#### Information provided:
* * * *
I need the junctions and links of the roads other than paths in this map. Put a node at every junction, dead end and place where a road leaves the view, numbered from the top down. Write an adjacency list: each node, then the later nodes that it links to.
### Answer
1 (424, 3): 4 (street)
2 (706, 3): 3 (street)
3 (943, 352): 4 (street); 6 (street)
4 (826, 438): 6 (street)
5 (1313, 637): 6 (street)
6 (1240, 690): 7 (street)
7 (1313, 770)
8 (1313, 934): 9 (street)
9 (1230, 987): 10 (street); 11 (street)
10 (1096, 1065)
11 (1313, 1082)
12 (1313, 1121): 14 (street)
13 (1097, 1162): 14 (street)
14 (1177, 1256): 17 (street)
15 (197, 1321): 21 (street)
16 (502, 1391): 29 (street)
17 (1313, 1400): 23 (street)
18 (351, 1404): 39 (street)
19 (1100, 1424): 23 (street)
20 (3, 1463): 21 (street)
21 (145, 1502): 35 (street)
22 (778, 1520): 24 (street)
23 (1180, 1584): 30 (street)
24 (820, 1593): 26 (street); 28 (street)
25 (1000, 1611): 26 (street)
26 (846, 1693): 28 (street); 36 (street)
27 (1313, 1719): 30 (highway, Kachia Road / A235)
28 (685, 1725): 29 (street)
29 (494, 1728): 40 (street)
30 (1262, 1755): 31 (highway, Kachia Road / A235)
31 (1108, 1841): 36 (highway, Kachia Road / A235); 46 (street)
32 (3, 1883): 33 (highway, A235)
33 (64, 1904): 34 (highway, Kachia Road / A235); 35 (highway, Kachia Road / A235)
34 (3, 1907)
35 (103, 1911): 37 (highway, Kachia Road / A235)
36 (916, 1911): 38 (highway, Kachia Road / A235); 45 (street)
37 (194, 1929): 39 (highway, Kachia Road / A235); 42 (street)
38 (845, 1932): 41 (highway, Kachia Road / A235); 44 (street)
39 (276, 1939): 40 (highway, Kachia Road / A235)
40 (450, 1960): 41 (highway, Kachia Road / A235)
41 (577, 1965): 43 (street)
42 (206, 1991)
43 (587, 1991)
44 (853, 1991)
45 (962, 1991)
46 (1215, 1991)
* * * *
#### Work required:
Filter the records above for lines containing the word "Kachia", and copy those lines.

#### Solution to this problem:
27 (1313, 1719): 30 (highway, Kachia Road / A235)
30 (1262, 1755): 31 (highway, Kachia Road / A235)
31 (1108, 1841): 36 (highway, Kachia Road / A235); 46 (street)
33 (64, 1904): 34 (highway, Kachia Road / A235); 35 (highway, Kachia Road / A235)
35 (103, 1911): 37 (highway, Kachia Road / A235)
36 (916, 1911): 38 (highway, Kachia Road / A235); 45 (street)
37 (194, 1929): 39 (highway, Kachia Road / A235); 42 (street)
38 (845, 1932): 41 (highway, Kachia Road / A235); 44 (street)
39 (276, 1939): 40 (highway, Kachia Road / A235)
40 (450, 1960): 41 (highway, Kachia Road / A235)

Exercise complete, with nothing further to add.